Committed to continuing where he had left off, the executors and university beneficiaries established The Max Stern Art Restitution Project. Knowing very well that this initiative would not be without its hurdles, it was agreed that the moral and financial imperatives underlining this cause were worth pursuing as long as necessary.

We hope that this website will be used both as a resource and an example for those government agencies, educational institutions, museums, collectors and members of the art trade who are committed to resolving the injustices caused by Nazi cultural policies.”

Restitution allein als die Wiederherstellung von als in Angesicht des Verlustgrundes ethisch verträglicher Eigentumsverhältnisse zu betrachten, greift entschieden zu kurz. Zu kurz greift letztlich auch die Washingtoner Erklärung von 1998 und die Handreichung zur Selbstverpflichtung der Bundesrepublik Deutschland.

Wiederherzustellen ist letztlich, wie die Erben Max Sterns es formulieren, der Zustand von Gerechtigkeit durch Anerkennung und Annullierung oder Rückgängigmachung der Umstände, die Verfolgten des Naziregimes widerfuhr.  Das dies nur bedingt gelingen kann, liegt in der Natur des Verbrechens, entbindet aber nicht von einer ethischen Verpflichtung, es dort, wo es möglich scheint, auch zu unternehmen.

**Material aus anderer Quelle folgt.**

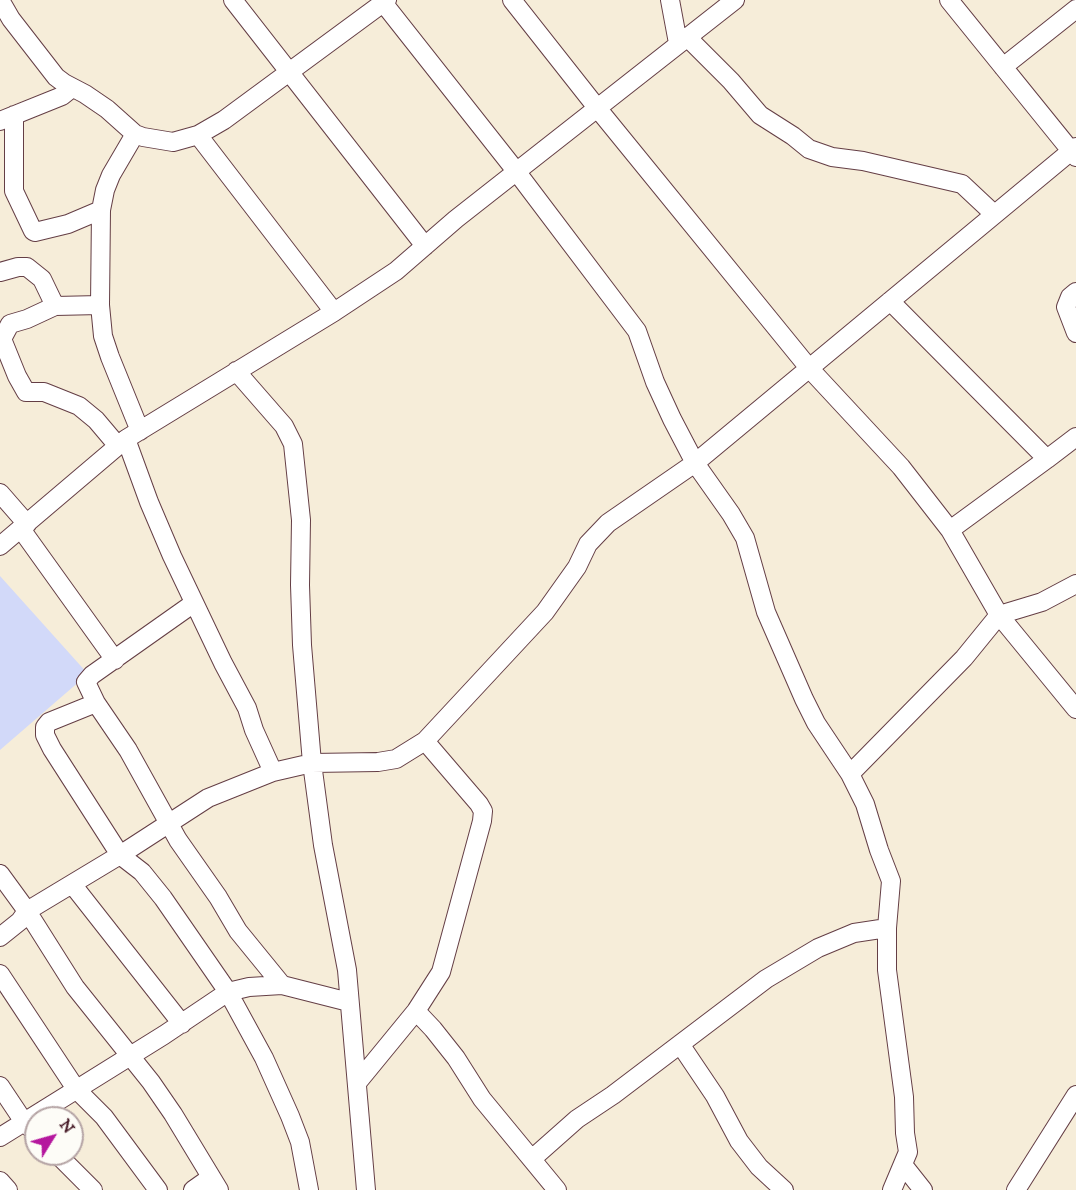 <!DOCTYPE html>
<style>
body{margin:0}
#map{position:relative;width:1076px;height:1190px;overflow:hidden;background:#f6edd9;font-family:"IM FELL DW Pica",serif}
canvas{display:block}
.north{position:absolute;left:24px;top:1106px;width:60px;height:60px;box-sizing:border-box;background:#fdfcf7;border:2px solid #b5a4a5;border-radius:50%;rotate:53deg;font-size:16px;font-weight:700;line-height:24px;text-align:center;color:#4a1f2b}
.north::after{content:'';display:block;margin:auto;width:21px;height:27px;background:#b5179e;clip-path:polygon(50% 0,100% 100%,50% 72%,0 100%)}
</style>
<div id="map">
<canvas width="1076" height="1190"></canvas>
<div class="north">N</div>
</div>
<script>
const g = document.querySelector('canvas').getContext('2d');
g.lineJoin = 'round';
function paint(path, color) { g.fillStyle = color; g.fill(path, 'evenodd'); }
const poly = rows => new Path2D(rows.map(r => 'M' + r).join(''));
function trace(path, color, width, dash) { g.strokeStyle = color; g.lineWidth = width; g.lineCap = dash ? 'butt' : 'round'; g.setLineDash(dash || []); g.stroke(path); }
paint(poly([
 [0,576,88,674,0,750]
]), '#d2d9f9');
const minor = poly([
 [0,0,11,19,56,77,64,83,85,94,107,109,135,134,143,137,173,142,198,135,224,120,387,0],
 [233,0,425,246],
 [381,0,516,171,637,331,655,382,672,419,695,463,731,514,745,538,766,612,804,699,816,723,850,774,865,804,879,850,891,881,887,928,887,970,904,1097,905,1133,908,1152,892,1190],
 [512,0,598,109,809,368,901,467,950,530,999,615,1076,709],
 [670,0,678,43],
 [949,0,1076,157],
 [688,38,731,81,760,115,793,136,809,149,832,157,863,161,962,184,994,214],
 [1003,67,1076,9],
 [14,115,14,191,33,231,35,232,68,224,101,210],
 [0,121,62,96,72,88],
 [135,134,111,175,105,190,101,210,100,305,103,336,110,357,140,431],
 [198,135,334,312],
 [0,272,18,267,27,267,42,279,55,306],
 [1076,292,1070,297,1066,307,1076,333],
 [890,301,1047,459,1076,437],
 [100,305,55,306,27,319,10,324,2,339,17,376,26,392,44,392,79,406,96,420,118,446],
 [236,371,284,426,293,444,301,520,300,585,302,645,312,763,323,845,347,970,366,1190],
 [126,439,149,502,172,556,223,663,247,708,254,730,273,772],
 [0,493,27,524],
 [21,529,115,660],
 [950,530,1047,459],
 [0,546,126,439,334,312,396,271,456,219,735,0],
 [194,603,92,675,86,682,96,703,128,750,178,840,218,897,238,931,282,985],
 [96,703,49,722,45,727,45,735,52,749,120,855,142,872,163,898,228,992,264,1058,290,1116,300,1142,309,1190],
 [850,774,964,658,999,615,1042,602,1076,584],
 [0,874,27,911,75,987,151,1082,173,1114,219,1190],
 [72,884,182,1024],
 [0,937,20,921,27,911,120,855,208,798,273,772,312,763,378,762,396,759,425,741,545,612,577,567,588,544,608,523,695,463,1076,147],
 [0,974,76,1089,104,1117,158,1190],
 [416,1011,433,1029,456,1058,482,1099,557,1190],
 [680,1044,715,1096,739,1141,759,1167,784,1190],
 [357,1083,416,1011,441,972,482,821,483,811,479,804,425,741],
 [0,1086,24,1122,36,1133],
 [0,1137,164,1035,228,992,249,987,282,985,349,1002],
 [57,1154,93,1190],
 [533,1158,577,1119,613,1095,766,979,818,948,854,933,887,928],
 [904,1166,923,1190],
 [0,1181,8,1190],
 [193,1190,210,1178],
 [1016,1190,1076,1095]
]);
trace(minor, '#643e45', 20);
trace(minor, '#fff', 18);
</script>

Es steht den Erben Sterns an, eine solche Gerechtigkeit, bis zur einer erschöpfenden Aufklärung der unter dem NS Regime erlittenen Verfolgung – einschließlich der Enteignung von Bildern – zu fordern. Es steht uns als beurteilenden Gutachtern der Rechtslage gut an, nicht zu vergessen, dass es immer noch um die Wiedergutmachung erlittenen, unsäglichen Unrechts geht.